## WHAT IS REQUIRED
Return every entry below exactly as written.

++++ PROVIDED ENTRIES ++++

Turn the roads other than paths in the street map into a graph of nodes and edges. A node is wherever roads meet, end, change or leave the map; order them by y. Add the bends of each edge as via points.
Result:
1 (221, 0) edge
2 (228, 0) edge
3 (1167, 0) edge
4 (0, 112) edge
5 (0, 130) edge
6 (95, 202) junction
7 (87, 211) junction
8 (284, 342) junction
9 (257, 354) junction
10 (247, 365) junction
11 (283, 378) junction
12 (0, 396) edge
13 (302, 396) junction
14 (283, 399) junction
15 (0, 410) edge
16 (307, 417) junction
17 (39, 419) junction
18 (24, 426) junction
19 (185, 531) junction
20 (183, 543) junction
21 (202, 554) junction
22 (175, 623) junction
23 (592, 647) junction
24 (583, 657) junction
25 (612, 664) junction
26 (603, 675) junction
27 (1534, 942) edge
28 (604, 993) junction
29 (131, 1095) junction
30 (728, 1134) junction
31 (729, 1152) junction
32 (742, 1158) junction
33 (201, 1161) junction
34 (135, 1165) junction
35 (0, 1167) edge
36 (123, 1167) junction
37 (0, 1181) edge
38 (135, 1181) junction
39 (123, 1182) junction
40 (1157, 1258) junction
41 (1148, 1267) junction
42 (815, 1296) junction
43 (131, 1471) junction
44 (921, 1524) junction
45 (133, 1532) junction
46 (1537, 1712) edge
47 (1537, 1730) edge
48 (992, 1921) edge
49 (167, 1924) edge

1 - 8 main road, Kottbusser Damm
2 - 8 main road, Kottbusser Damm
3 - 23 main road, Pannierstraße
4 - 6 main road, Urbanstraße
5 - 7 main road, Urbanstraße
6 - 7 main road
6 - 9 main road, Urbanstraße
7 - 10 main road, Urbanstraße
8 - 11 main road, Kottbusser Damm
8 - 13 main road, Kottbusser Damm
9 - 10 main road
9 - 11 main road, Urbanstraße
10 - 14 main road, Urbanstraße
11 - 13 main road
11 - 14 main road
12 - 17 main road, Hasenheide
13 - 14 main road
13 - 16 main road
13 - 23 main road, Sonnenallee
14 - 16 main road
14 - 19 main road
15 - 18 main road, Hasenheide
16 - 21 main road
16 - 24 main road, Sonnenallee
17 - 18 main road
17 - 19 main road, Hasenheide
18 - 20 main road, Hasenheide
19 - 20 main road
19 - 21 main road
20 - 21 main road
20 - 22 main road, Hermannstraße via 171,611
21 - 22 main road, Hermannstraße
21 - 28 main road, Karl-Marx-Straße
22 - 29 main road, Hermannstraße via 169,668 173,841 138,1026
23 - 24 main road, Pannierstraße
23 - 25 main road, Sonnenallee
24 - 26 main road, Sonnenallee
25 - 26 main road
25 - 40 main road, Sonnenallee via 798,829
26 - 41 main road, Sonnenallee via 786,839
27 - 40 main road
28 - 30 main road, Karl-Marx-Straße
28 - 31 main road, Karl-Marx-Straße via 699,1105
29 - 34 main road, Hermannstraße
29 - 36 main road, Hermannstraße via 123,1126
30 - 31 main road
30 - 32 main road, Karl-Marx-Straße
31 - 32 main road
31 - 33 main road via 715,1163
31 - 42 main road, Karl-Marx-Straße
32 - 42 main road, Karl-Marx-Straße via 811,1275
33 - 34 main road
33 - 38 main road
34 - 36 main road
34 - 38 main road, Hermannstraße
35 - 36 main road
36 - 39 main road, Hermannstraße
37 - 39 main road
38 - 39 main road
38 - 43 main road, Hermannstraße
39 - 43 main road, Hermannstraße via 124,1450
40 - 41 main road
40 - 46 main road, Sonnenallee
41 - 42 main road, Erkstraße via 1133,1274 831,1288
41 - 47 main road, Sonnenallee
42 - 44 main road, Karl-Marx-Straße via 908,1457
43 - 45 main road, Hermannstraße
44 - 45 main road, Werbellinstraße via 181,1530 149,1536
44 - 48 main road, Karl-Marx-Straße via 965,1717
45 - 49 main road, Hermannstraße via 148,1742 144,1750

++++

## RESPONSE BELOW
Turn the roads other than paths in the street map into a graph of nodes and edges. A node is wherever roads meet, end, change or leave the map; order them by y. Add the bends of each edge as via points.
Result:
1 (221, 0) edge
2 (228, 0) edge
3 (1167, 0) edge
4 (0, 112) edge
5 (0, 130) edge
6 (95, 202) junction
7 (87, 211) junction
8 (284, 342) junction
9 (257, 354) junction
10 (247, 365) junction
11 (283, 378) junction
12 (0, 396) edge
13 (302, 396) junction
14 (283, 399) junction
15 (0, 410) edge
16 (307, 417) junction
17 (39, 419) junction
18 (24, 426) junction
19 (185, 531) junction
20 (183, 543) junction
21 (202, 554) junction
22 (175, 623) junction
23 (592, 647) junction
24 (583, 657) junction
25 (612, 664) junction
26 (603, 675) junction
27 (1534, 942) edge
28 (604, 993) junction
29 (131, 1095) junction
30 (728, 1134) junction
31 (729, 1152) junction
32 (742, 1158) junction
33 (201, 1161) junction
34 (135, 1165) junction
35 (0, 1167) edge
36 (123, 1167) junction
37 (0, 1181) edge
38 (135, 1181) junction
39 (123, 1182) junction
40 (1157, 1258) junction
41 (1148, 1267) junction
42 (815, 1296) junction
43 (131, 1471) junction
44 (921, 1524) junction
45 (133, 1532) junction
46 (1537, 1712) edge
47 (1537, 1730) edge
48 (992, 1921) edge
49 (167, 1924) edge

1 - 8 main road, Kottbusser Damm
2 - 8 main road, Kottbusser Damm
3 - 23 main road, Pannierstraße
4 - 6 main road, Urbanstraße
5 - 7 main road, Urbanstraße
6 - 7 main road
6 - 9 main road, Urbanstraße
7 - 10 main road, Urbanstraße
8 - 11 main road, Kottbusser Damm
8 - 13 main road, Kottbusser Damm
9 - 10 main road
9 - 11 main road, Urbanstraße
10 - 14 main road, Urbanstraße
11 - 13 main road
11 - 14 main road
12 - 17 main road, Hasenheide
13 - 14 main road
13 - 16 main road
13 - 23 main road, Sonnenallee
14 - 16 main road
14 - 19 main road
15 - 18 main road, Hasenheide
16 - 21 main road
16 - 24 main road, Sonnenallee
17 - 18 main road
17 - 19 main road, Hasenheide
18 - 20 main road, Hasenheide
19 - 20 main road
19 - 21 main road
20 - 21 main road
20 - 22 main road, Hermannstraße via 171,611
21 - 22 main road, Hermannstraße
21 - 28 main road, Karl-Marx-Straße
22 - 29 main road, Hermannstraße via 169,668 173,841 138,1026
23 - 24 main road, Pannierstraße
23 - 25 main road, Sonnenallee
24 - 26 main road, Sonnenallee
25 - 26 main road
25 - 40 main road, Sonnenallee via 798,829
26 - 41 main road, Sonnenallee via 786,839
27 - 40 main road
28 - 30 main road, Karl-Marx-Straße
28 - 31 main road, Karl-Marx-Straße via 699,1105
29 - 34 main road, Hermannstraße
29 - 36 main road, Hermannstraße via 123,1126
30 - 31 main road
30 - 32 main road, Karl-Marx-Straße
31 - 32 main road
31 - 33 main road via 715,1163
31 - 42 main road, Karl-Marx-Straße
32 - 42 main road, Karl-Marx-Straße via 811,1275
33 - 34 main road
33 - 38 main road
34 - 36 main road
34 - 38 main road, Hermannstraße
35 - 36 main road
36 - 39 main road, Hermannstraße
37 - 39 main road
38 - 39 main road
38 - 43 main road, Hermannstraße
39 - 43 main road, Hermannstraße via 124,1450
40 - 41 main road
40 - 46 main road, Sonnenallee
41 - 42 main road, Erkstraße via 1133,1274 831,1288
41 - 47 main road, Sonnenallee
42 - 44 main road, Karl-Marx-Straße via 908,1457
43 - 45 main road, Hermannstraße
44 - 45 main road, Werbellinstraße via 181,1530 149,1536
44 - 48 main road, Karl-Marx-Straße via 965,1717
45 - 49 main road, Hermannstraße via 148,1742 144,1750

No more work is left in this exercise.